Surviving after settlement through the first year of life is a recognised bottleneck in up-scaling reef coral restoration. Incorporating spatial refugia in settlement devices has the potential to alleviate some hazards experienced by young recruits, such as predation and accidental grazing, and can increase the likelihood of survival to size-escape thresholds. Yet optimising the design of microrefugia is challenging due to the complexity of physical and biological processes that occur at fine spatial scales around a recruit. Here, we investigated the effects of microhabitat features on the survival of Acropora tenuis spat in a year-long experimental field deployment of two types of artificial settlement devices—grooved-tiles and lattice-grids—onto three replicate racks on a shallow, central mid-shelf reef of the Great Barrier Reef. Spat survival across device types averaged between 2 and 39% and about half of all devices had at least one surviving coral after a year. While the larvae settled across all micro-habitats available on the devices, there was strong post-settlement selection for corals on the lower edges, lower surfaces, and in the grooves, with 100% mortality of recruits on upper surfaces, nearly all within the first 6 months of deployment.
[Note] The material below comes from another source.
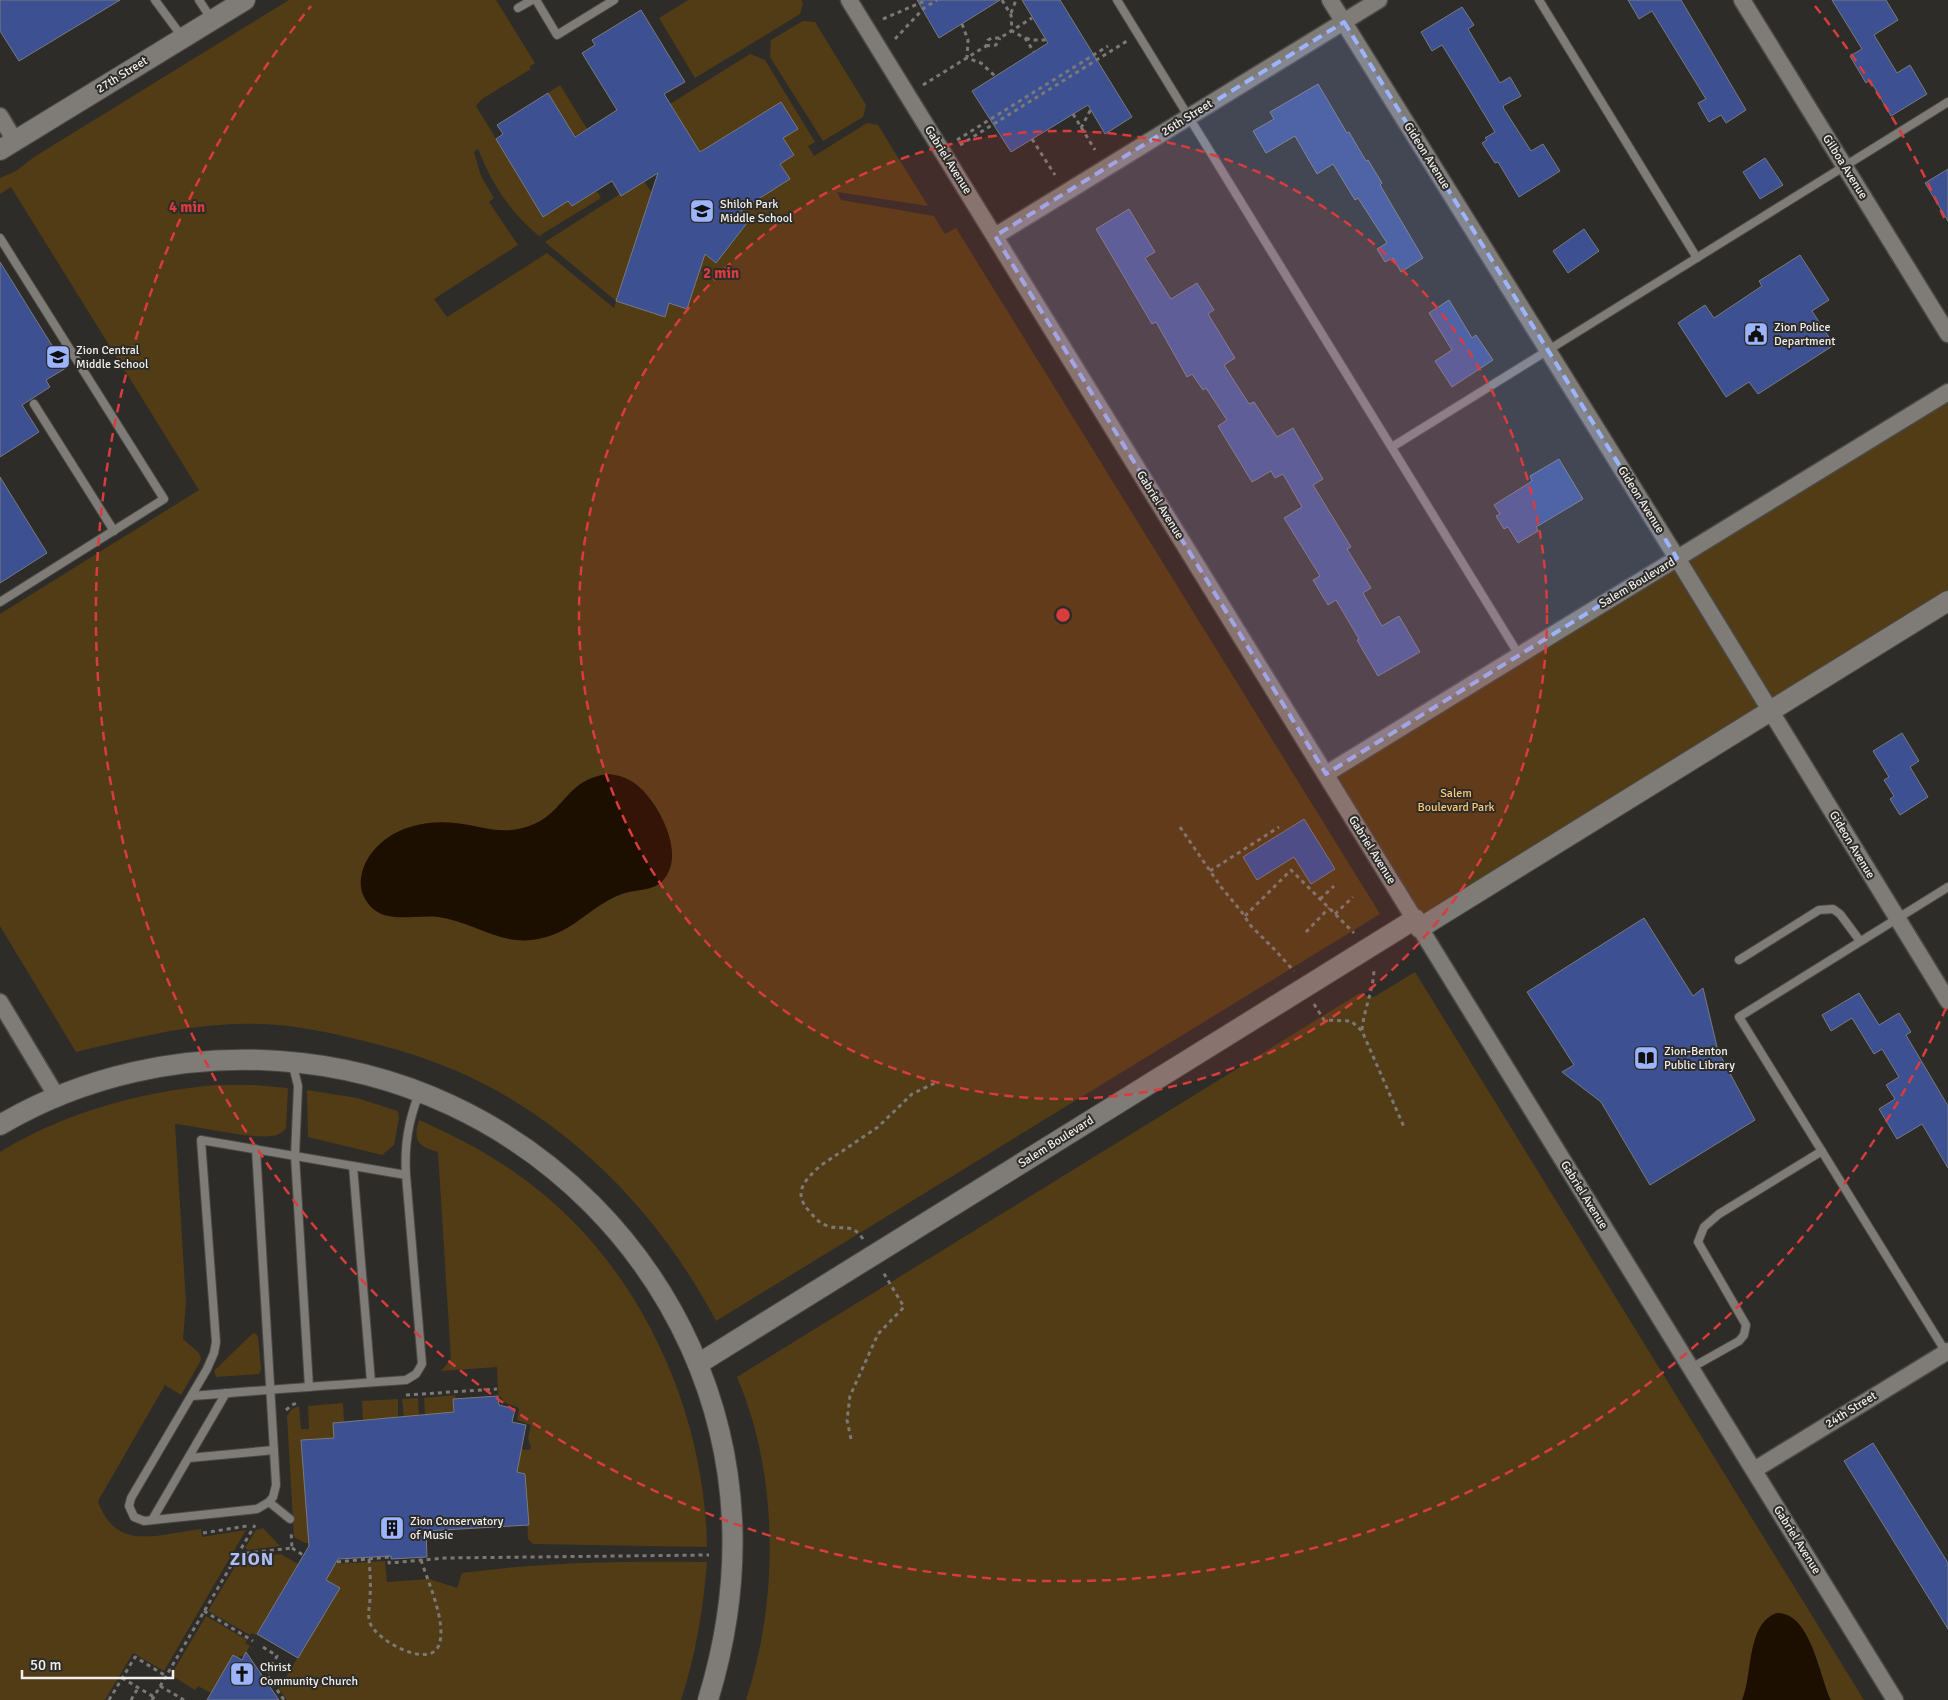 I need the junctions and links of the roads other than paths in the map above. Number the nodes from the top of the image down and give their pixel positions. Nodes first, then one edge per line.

The device type that conferred the highest average survival (39%) was a tile with wide grooves (4 mm) cut all the way through, which significantly improved survival success over flat and comparatively featureless control tiles (13%). We hypothesise that the wide grooves provided protection from accidental grazing while also minimising sediment accumulation and allowing higher levels of light and water flow to reach the recruits than featureless control devices. We conclude that incorporating design features into deployment devices such as wide slits has the potential to substantially increase post-deployment survival success of restored corals.